The Bird’s Word Blog
Little Big World
Journeys staff member, Katina Nichols, discusses the travel experiences that shaped her life. As Henry David Thoreau so eloquently put it, “Not until we are lost do we begin to understand ourselves.”
“Hanging on the wall above my bed is a map of the Republic of China. When it’s too hot to do anything else, I will lay still in bed and gaze up at the tiny island that lies off the eastern coast. A feeling of constriction starts in my chest and grows like a friendly parasite. Memories project themselves on the ceiling like old movies. A breeze gradually develops, and I start to hear the strained purr of the scooter. My bedroom walls fall away as a dangerously steep, mountain road paves its way where my door once stood, and lush vegetation circles me like wildfire…
My travel history truly begins in India. It was 2009. I decided to visit my mistake-of-a-boyfriend at the time who was living in Mumbai. I was a frightened college student, unsure of everything… and yet the one thing I had going for me was the “nothing to lose” attitude. I have to admit, this mentality has served me well over the years.
So, I went to India with a very open and very dependent heart– open to observing the unknown, but dependent on another human being to protect me from it. How foolish I was to think that I would come back the same person, unscathed by reality. That country challenged and defeated everything I believed. India was the catalyst, the “plank” that enticed me to keep inching further out toward the edge– and this time, to do it alone.
As you may have guessed, the boyfriend didn’t last, but the effects of India pulsed through my veins. I returned home in pieces and determined that the only solution was to leave again. Minor details, such as where I would go or what I would do there, didn’t concern me so much. What I yearned for was total seclusion, the elimination of any buffer or barrier between me and my new environment. I needed to know that I could be alone in this world.

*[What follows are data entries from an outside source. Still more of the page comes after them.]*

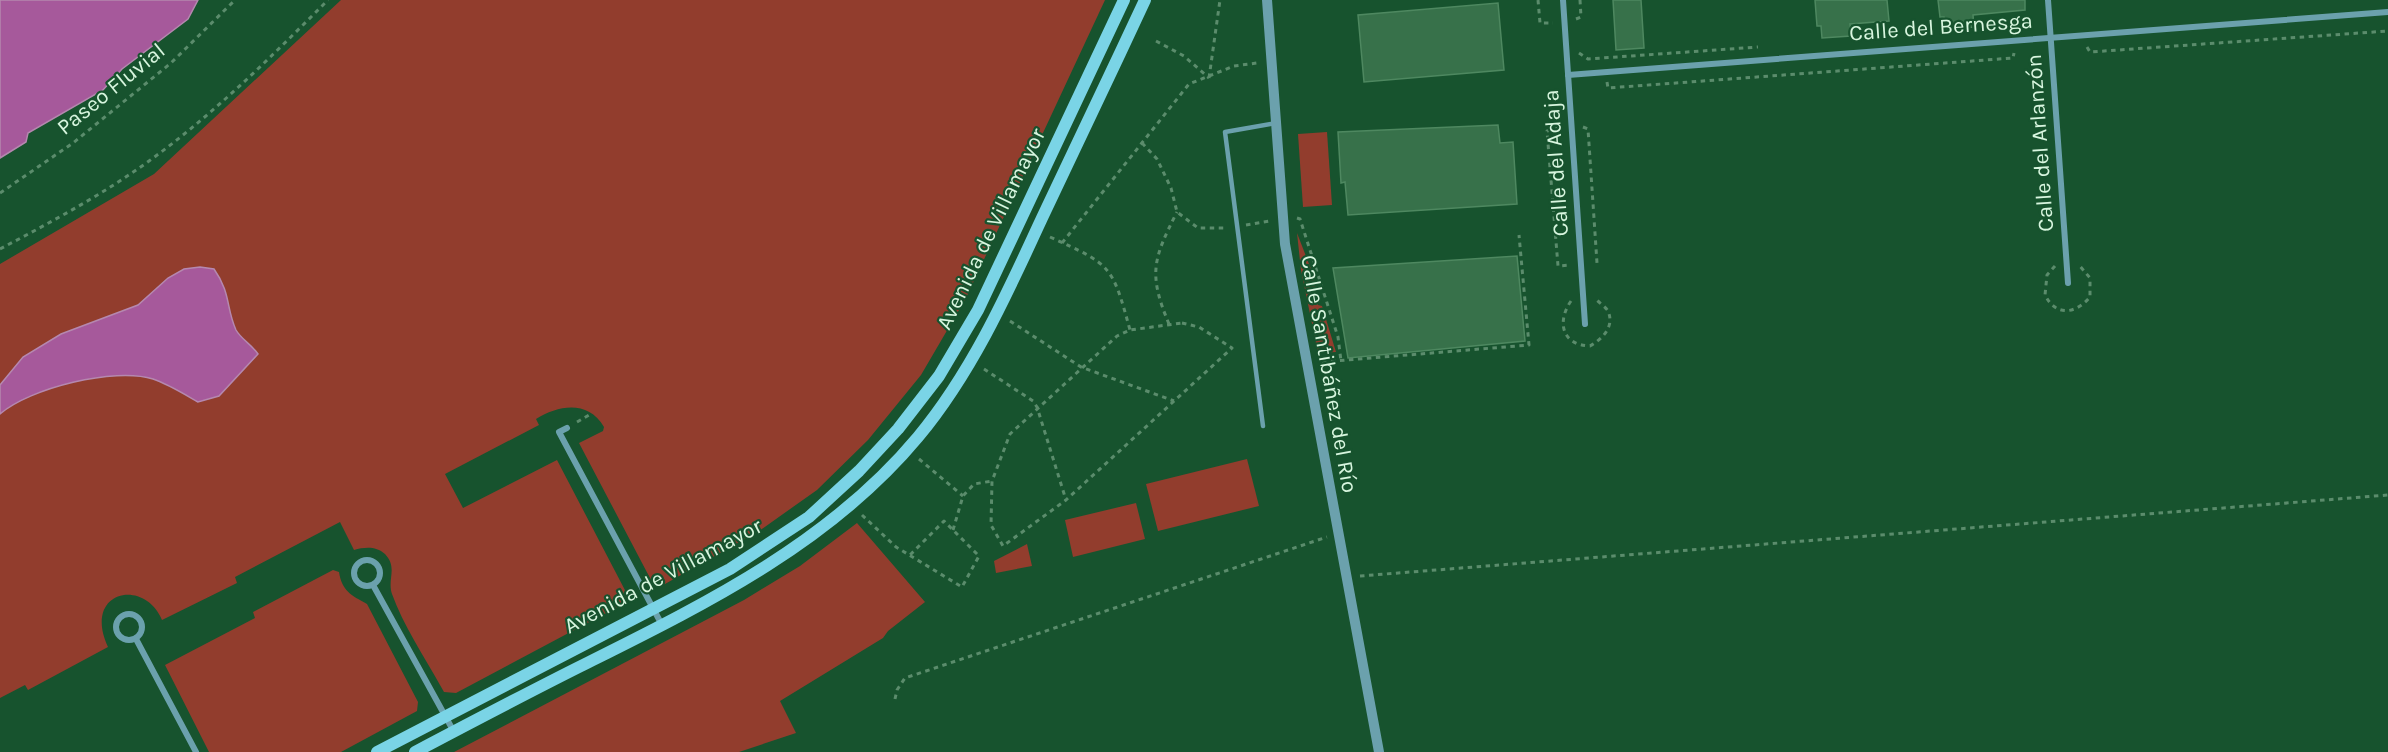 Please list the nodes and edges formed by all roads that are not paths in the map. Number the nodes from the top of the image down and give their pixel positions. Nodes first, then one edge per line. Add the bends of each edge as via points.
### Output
1 (1124, 0) edge
2 (1145, 0) edge
3 (1267, 0) edge
4 (1563, 0) edge
5 (2048, 0) edge
6 (2388, 12) edge
7 (2050, 36) junction
8 (1568, 75) junction
9 (1276, 123) junction
10 (2068, 283) dead end
11 (1585, 324) dead end
12 (1263, 426) dead end
13 (567, 428) dead end
14 (373, 585) junction
15 (653, 609) junction
16 (662, 626) junction
17 (136, 639) junction
18 (445, 718) junction
19 (454, 732) junction
20 (196, 752) edge
21 (377, 752) edge
22 (415, 752) edge
23 (1379, 752) edge

1 - 15 main road, Avenida de Villamayor via 978,310 939,376 867,463 809,517 730,569
2 - 16 main road, Avenida de Villamayor via 998,314 958,382 918,437 875,483 825,527 787,554
3 - 9 street, Calle Santibáñez del Río
4 - 8 street, Calle del Adaja
5 - 7 street, Calle del Arlanzón
6 - 7 street, Calle del Bernesga
7 - 8 street, Calle del Bernesga
7 - 10 street, Calle del Arlanzón
8 - 11 street, Calle del Adaja
9 - 12 lane via 1225,132
9 - 23 street, Calle Santibáñez del Río via 1285,244
13 - 15 street via 560,432
14 - 14 street via 380,569 365,560 356,564 356,582 364,587
14 - 18 street
15 - 16 street
15 - 18 main road, Avenida de Villamayor
16 - 19 main road, Avenida de Villamayor
17 - 17 street via 142,632 136,615 119,618 118,636
17 - 20 street
18 - 19 street
18 - 21 main road, Avenida de Villamayor
19 - 22 main road, Avenida de Villamayor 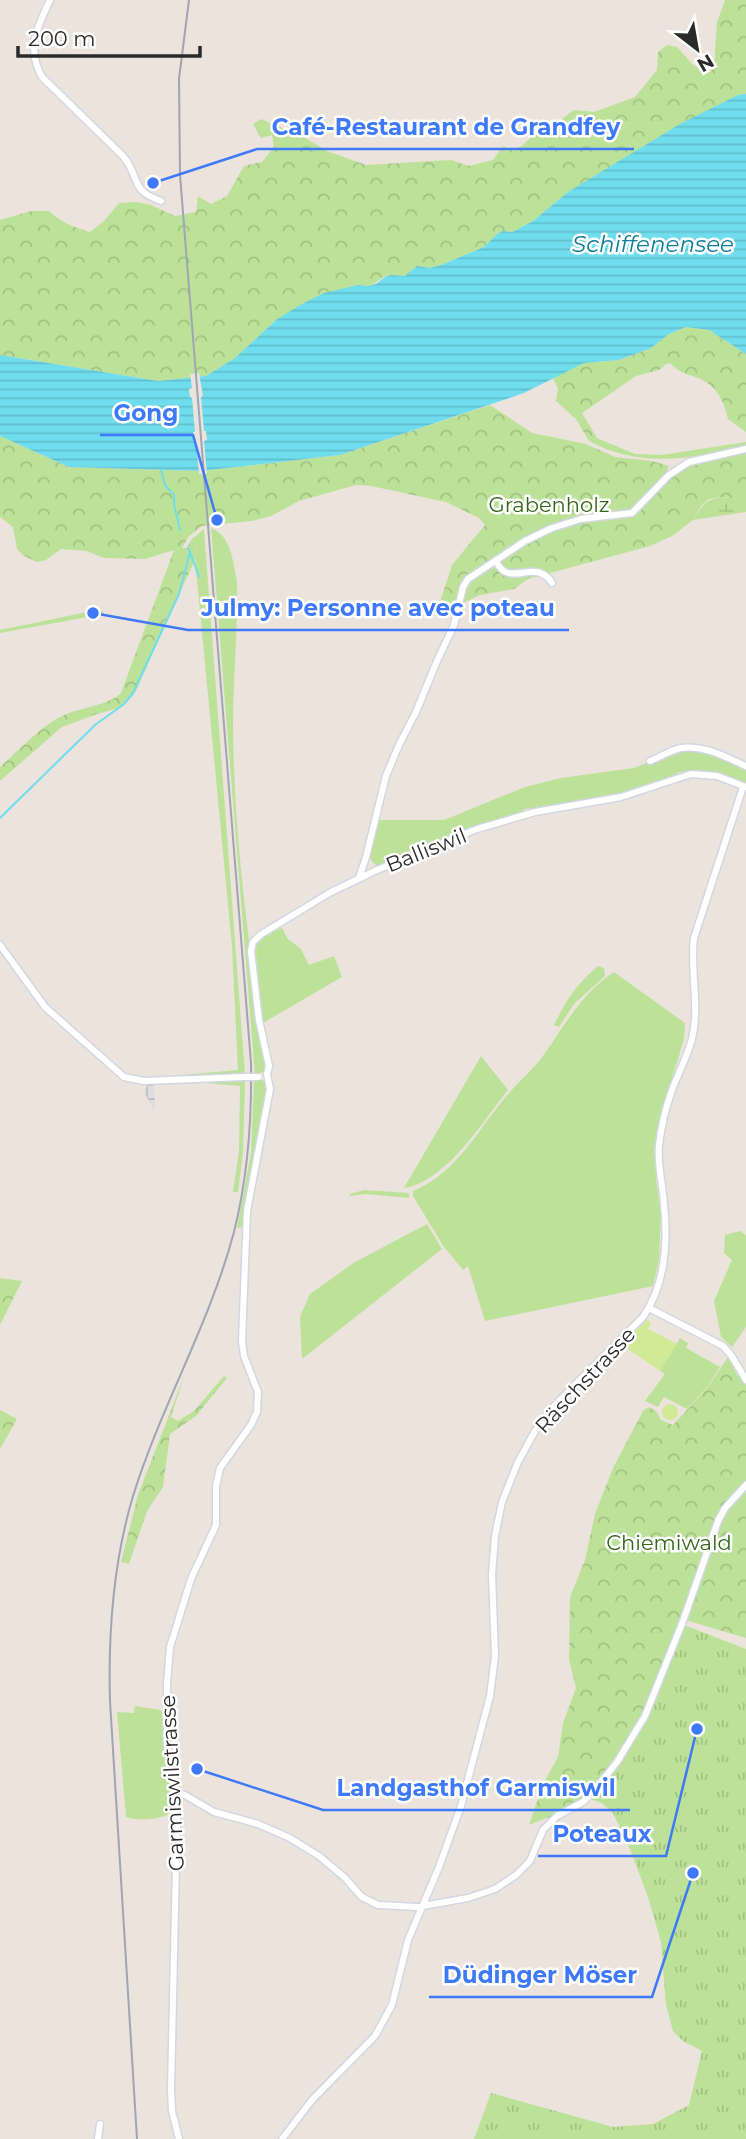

That’s when Italy found me. I accepted the offer to live with a family in Northern Italy, watching their four-year-old son and helping him with his English. I stayed with them for several months, and during that time, learned the art of solitude. Having no transportation and living a ways from the town, I had to be creative with how I entertained myself. I spent most days writing, reading, and when I was in the mood, conquering the foothills of the Alps. Some crispy realizations were had, and some subconscious life decisions were made. Italy was a great rebound and granted me the independence I so badly needed, but it was too easy. My family is part Italian, so acclimating to the culture and environment was a piece of cake. I returned home feeling somewhat accomplished, but disappointed that I didn’t push myself harder.
It was now April, 2010. The rain was falling, my 22nd birthday was approaching, and my undergraduate degree was complete. No prospects and no plan. Life was flatlining. A discussion I had over mediocre Thai food just so happened to be the spark that revived me. As she twirled her pad thai, a good friend told me about her fantastic teaching experience in Japan. That was all I needed to hear.
Four months, several interventions by my family, and three panic attacks later my life began. Much to everyone’s dismay, I found a teaching job in Taichung, Taiwan. “Taiwan… isn’t that where they make toys?” Typical response when dropping the bomb. Sometimes I got, “Hmm, so how did you decide on Thailand?” My personal favorite was, “Why would you want to do that, Katina?” Needless to say, I became well-versed in verbal self-defense.
Of course, when it was time to leave, I wondered if they had a point. The fact was I didn’t know what I was really getting myself into. Just about the only thing I could do was trust my gut.
The minute my plane touched down in Taichung, Taiwan, so did the realization that I was alone on the other side of the world. That didn’t bother me so much, but knowing that I absolutely could not fail was a little daunting. One thing I can tell you for sure is when you can’t fail, you won’t fail.
Life in Asia was a satisfying struggle. Every day something surprised me or forced me to accept a new way of doing things. I’d never been sicker, gotten into so many accidents, felt so alone, and thought I might flat out croak before I lived there. It was wonderful. Life meant so much more to me than it ever did. I came to understand that life is not a right, but a privilege.
It’s impossible for me to put everything into words, but here are the most important things that I learned over the course of the year:
Home is not an address, but the people that surround you. If you’re scared, do it. Don’t ask why. Understand and admit that you know absolutely nothing. Western medicine is not necessarily the best medicine. The world is big, but also very small. Take it one minute at a time. Embrace change. Your strength knows no limits. “Bizarre” foods are the best foods. Loneliness doesn’t exist unless you believe in it. Life is impossible without an iPod. Assume the worst of other drivers.
And above all: Sleep when you’re dead.
It’s exhausting to relive the past, even when you’re laying in bed. Like waking up from a dream, reality washes over me in a viscous instant. I tap the wall with my finger to ensure it’s really there. The mountains have been replaced by posters, the winding road with a white, wooden door, and the breeze has subsided. This is my world now.